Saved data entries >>
________

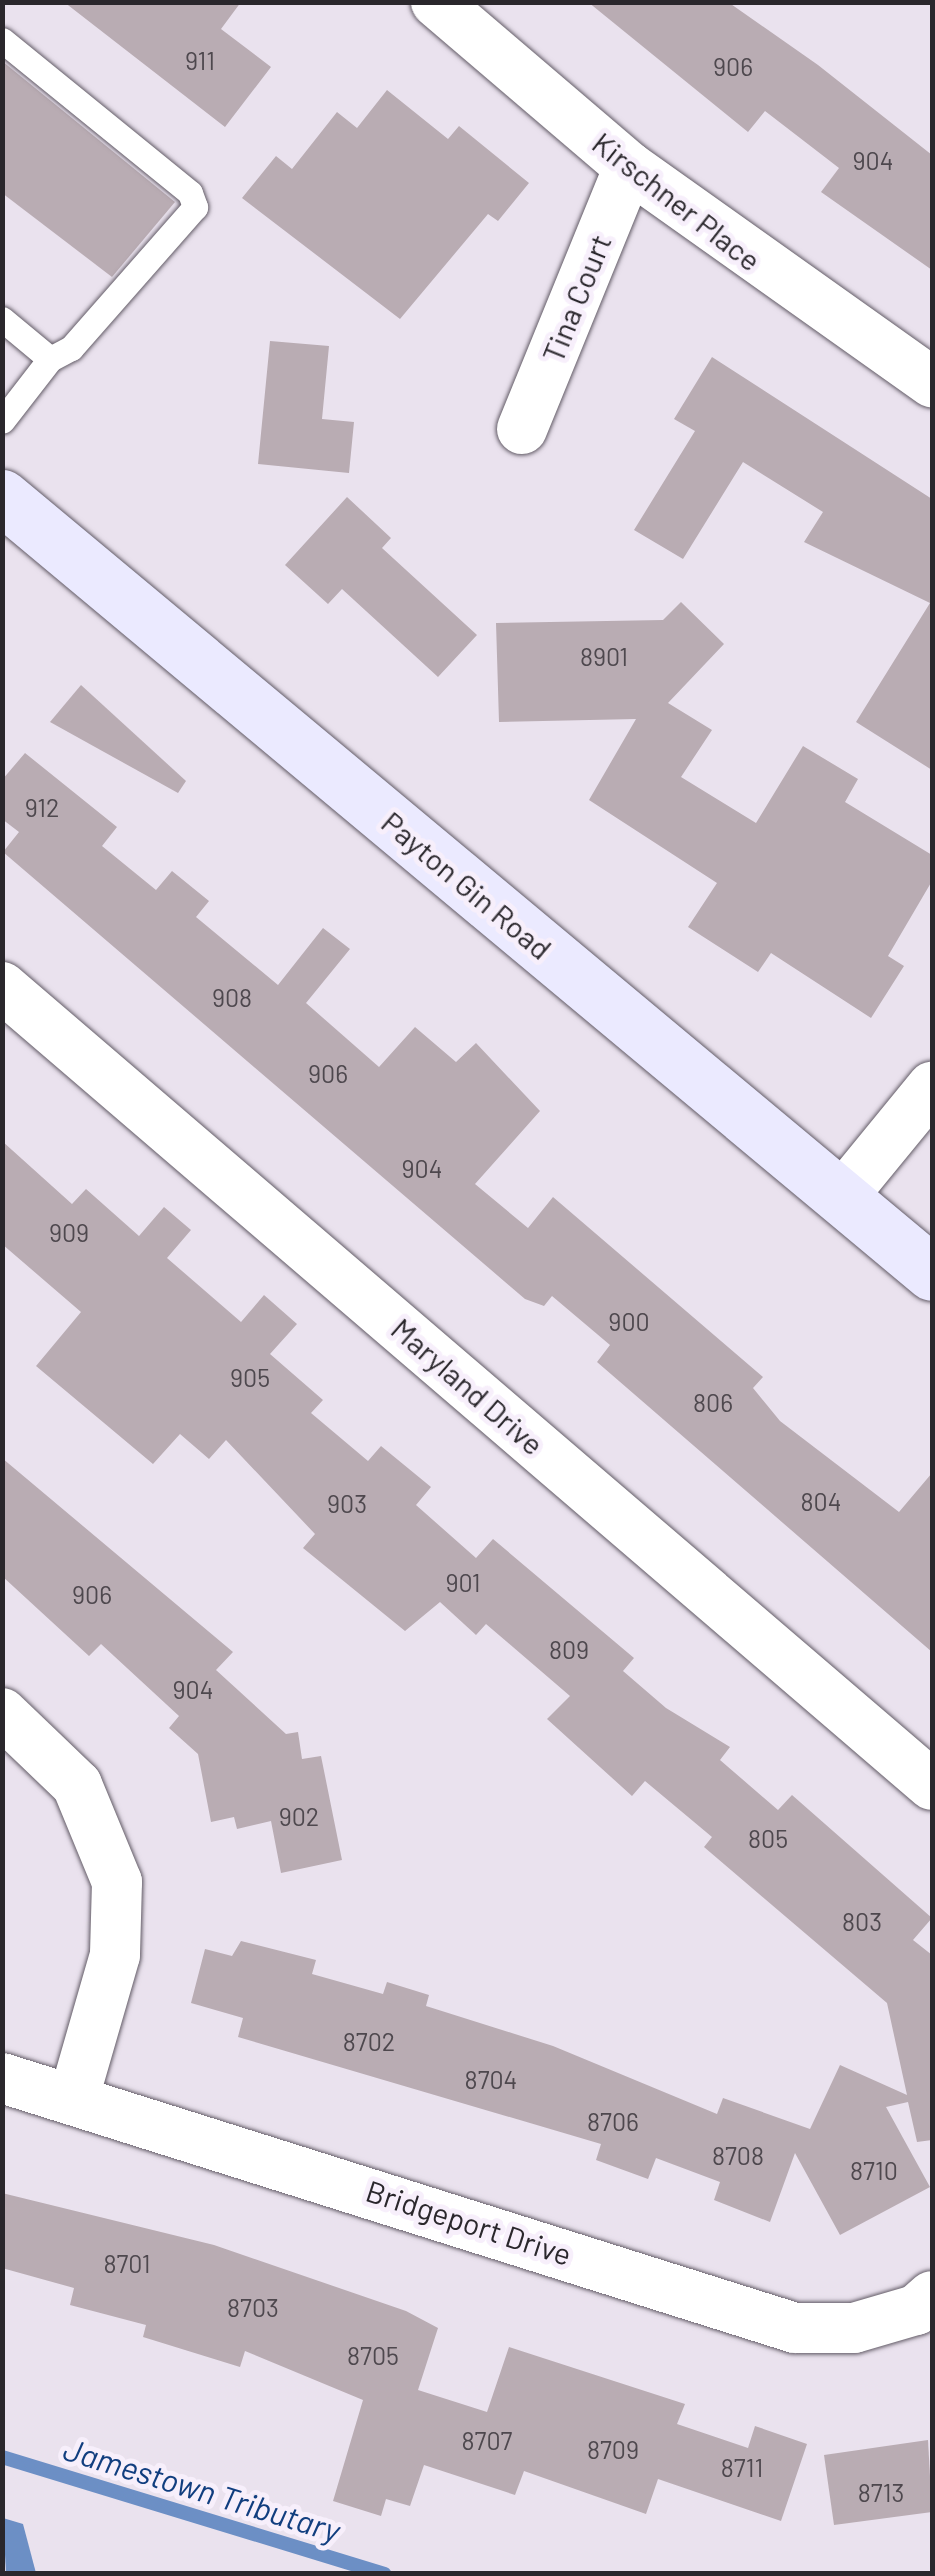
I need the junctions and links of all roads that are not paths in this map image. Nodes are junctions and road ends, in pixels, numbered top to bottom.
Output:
1 (436, 2) edge
2 (2, 40) edge
3 (630, 167) junction
4 (2, 318) edge
5 (50, 358) junction
6 (932, 382) edge
7 (2, 421) edge
8 (522, 429) dead end
9 (2, 497) edge
10 (2, 987) edge
11 (932, 1087) edge
12 (841, 1198) junction
13 (932, 1273) edge
14 (2, 1713) edge
15 (932, 1785) edge
16 (2, 2078) edge
17 (75, 2094) junction
18 (932, 2296) edge

1 - 3 street, Kirschner Place
2 - 5 lane
3 - 6 street, Kirschner Place
3 - 8 street, Tina Court
4 - 5 lane
5 - 7 lane
9 - 12 street, Payton Gin Road
10 - 15 street, Maryland Drive
11 - 12 street
12 - 13 street, Payton Gin Road
14 - 17 street
16 - 17 street, Bridgeport Drive
17 - 18 street, Bridgeport Drive

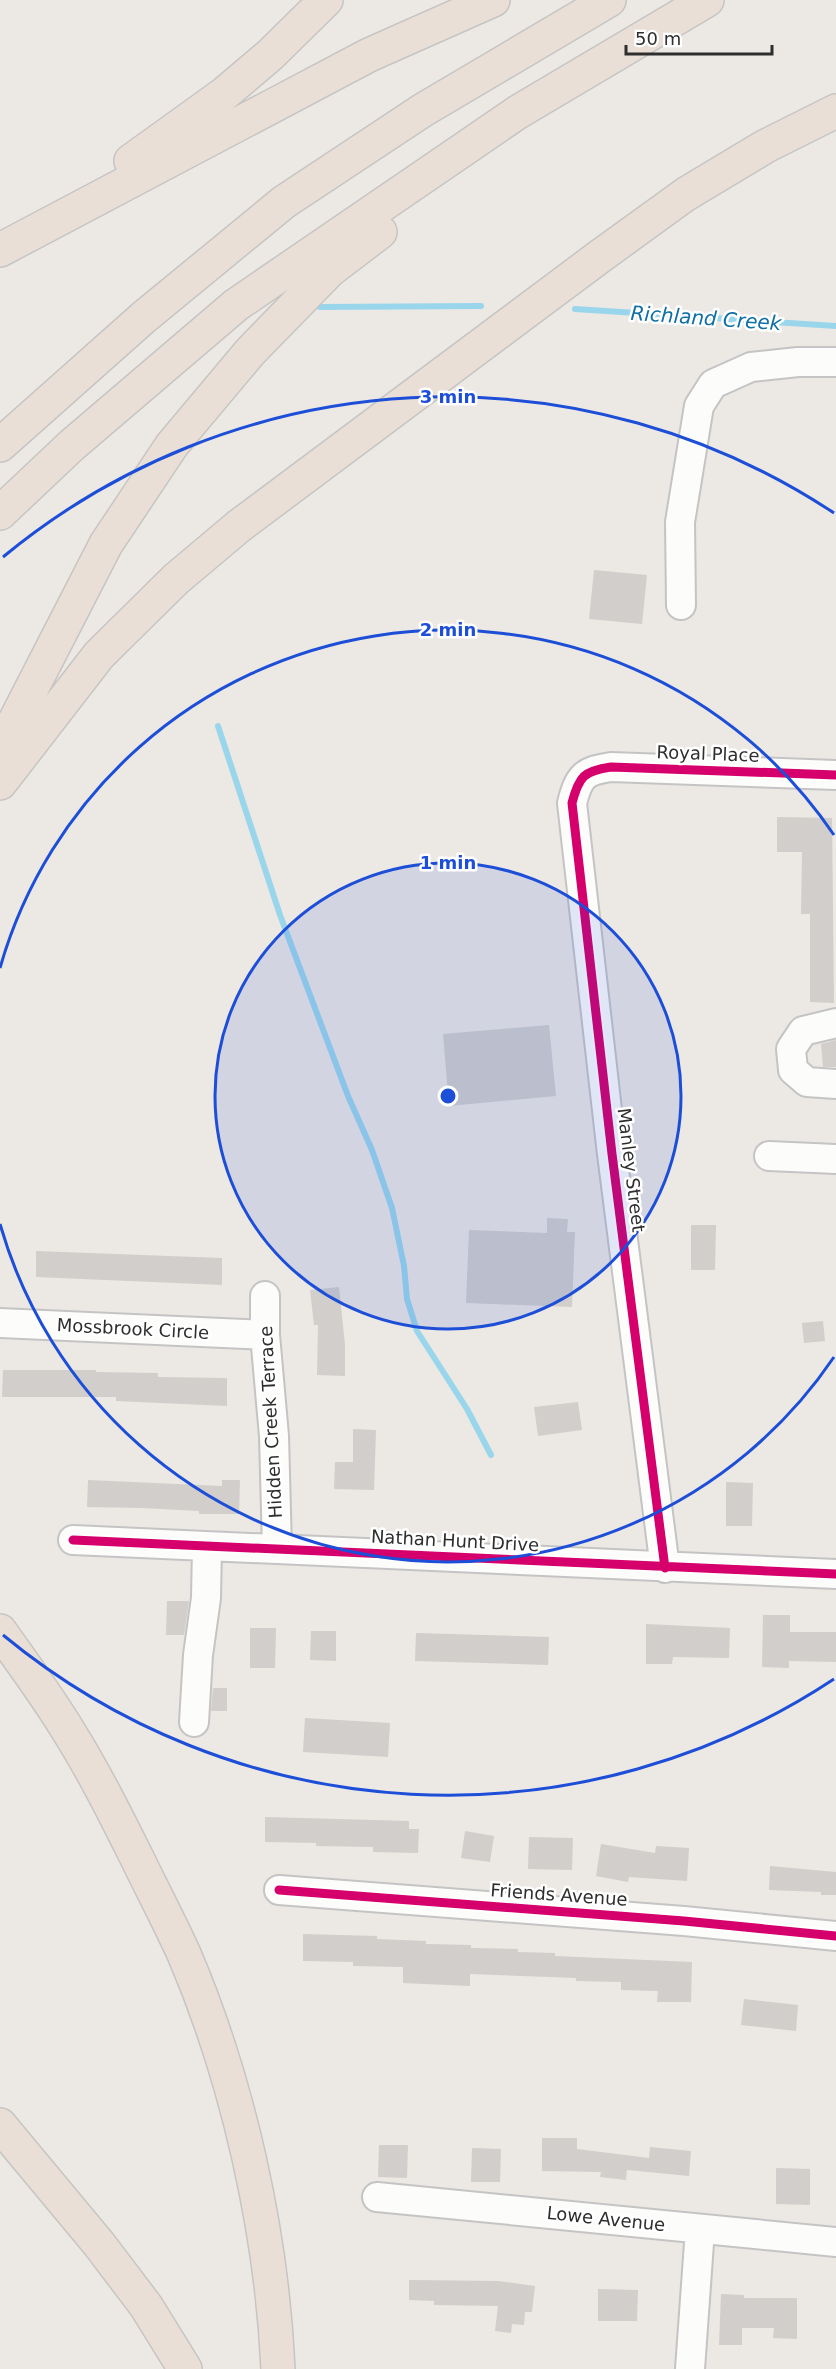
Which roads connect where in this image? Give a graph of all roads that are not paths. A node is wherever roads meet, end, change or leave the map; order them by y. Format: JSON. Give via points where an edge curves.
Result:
{"nodes":[{"id":1,"x":326,"y":0,"type":"edge"},
{"id":2,"x":493,"y":0,"type":"edge"},
{"id":3,"x":609,"y":0,"type":"edge"},
{"id":4,"x":707,"y":0,"type":"edge"},
{"id":5,"x":836,"y":111,"type":"edge"},
{"id":6,"x":519,"y":112,"type":"junction"},
{"id":7,"x":13,"y":242,"type":"edge"},
{"id":8,"x":836,"y":362,"type":"edge"},
{"id":9,"x":0,"y":446,"type":"edge"},
{"id":10,"x":0,"y":513,"type":"edge"},
{"id":11,"x":681,"y":605,"type":"dead end"},
{"id":12,"x":0,"y":750,"type":"edge"},
{"id":13,"x":836,"y":775,"type":"edge"},
{"id":14,"x":582,"y":778,"type":"joint"},
{"id":15,"x":0,"y":783,"type":"edge"},
{"id":16,"x":836,"y":1023,"type":"edge"},
{"id":17,"x":836,"y":1084,"type":"edge"},
{"id":18,"x":769,"y":1156,"type":"dead end"},
{"id":19,"x":836,"y":1159,"type":"edge"},
{"id":20,"x":265,"y":1296,"type":"dead end"},
{"id":21,"x":0,"y":1323,"type":"edge"},
{"id":22,"x":265,"y":1335,"type":"junction"},
{"id":23,"x":73,"y":1540,"type":"dead end"},
{"id":24,"x":207,"y":1547,"type":"junction"},
{"id":25,"x":278,"y":1549,"type":"junction"},
{"id":26,"x":665,"y":1568,"type":"junction"},
{"id":27,"x":836,"y":1574,"type":"edge"},
{"id":28,"x":0,"y":1631,"type":"edge"},
{"id":29,"x":194,"y":1722,"type":"dead end"},
{"id":30,"x":279,"y":1890,"type":"dead end"},
{"id":31,"x":836,"y":1936,"type":"edge"},
{"id":32,"x":0,"y":2125,"type":"edge"},
{"id":33,"x":377,"y":2197,"type":"dead end"},
{"id":34,"x":700,"y":2229,"type":"junction"},
{"id":35,"x":836,"y":2242,"type":"edge"},
{"id":36,"x":185,"y":2369,"type":"edge"},
{"id":37,"x":278,"y":2369,"type":"edge"},
{"id":38,"x":690,"y":2369,"type":"edge"}],
"edges":[{"from":1,"to":7,"type":"highway","via":[[270,56],[224,94]]},
{"from":2,"to":7,"type":"highway","via":[[369,55]]},
{"from":3,"to":9,"type":"highway","via":[[423,110],[284,202],[144,317]]},
{"from":4,"to":6,"type":"highway"},
{"from":5,"to":15,"type":"highway","via":[[766,146],[686,194],[238,526],[176,579],[99,655]]},
{"from":6,"to":10,"type":"highway","via":[[236,305],[72,445]]},
{"from":6,"to":12,"type":"highway","via":[[472,161],[330,270],[250,352],[172,445],[106,544]]},
{"from":8,"to":11,"type":"street","via":[[751,367],[713,384],[699,406],[680,522]]},
{"from":13,"to":14,"type":"street","name":"Royal Place","via":[[611,767],[590,771]]},
{"from":14,"to":26,"type":"street","name":"Manley Street","via":[[572,803]]},
{"from":16,"to":17,"type":"street","via":[[803,1031],[791,1049],[793,1070],[807,1082]]},
{"from":18,"to":19,"type":"street"},
{"from":20,"to":22,"type":"street","name":"Hidden Creek Terrace"},
{"from":21,"to":22,"type":"street","name":"Mossbrook Circle"},
{"from":22,"to":25,"type":"street","name":"Hidden Creek Terrace"},
{"from":23,"to":24,"type":"street","name":"Nathan Hunt Drive"},
{"from":24,"to":25,"type":"street","name":"Nathan Hunt Drive"},
{"from":24,"to":29,"type":"street"},
{"from":25,"to":26,"type":"street","name":"Nathan Hunt Drive"},
{"from":26,"to":27,"type":"street","name":"Nathan Hunt Drive"},
{"from":28,"to":37,"type":"highway","via":[[70,1732],[184,1955],[241,2126],[268,2258]]},
{"from":30,"to":31,"type":"street","name":"Friends Avenue"},
{"from":32,"to":36,"type":"highway","via":[[146,2306]]},
{"from":33,"to":34,"type":"street","name":"Lowe Avenue"},
{"from":34,"to":35,"type":"street","name":"Lowe Avenue"},
{"from":34,"to":38,"type":"street"}]}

________

DESCRIPTION OF THE TASK >> Work through the records line by line and tally those holding "Hidden". Reply with the number alone.

EXERCISE ANSWER >> 2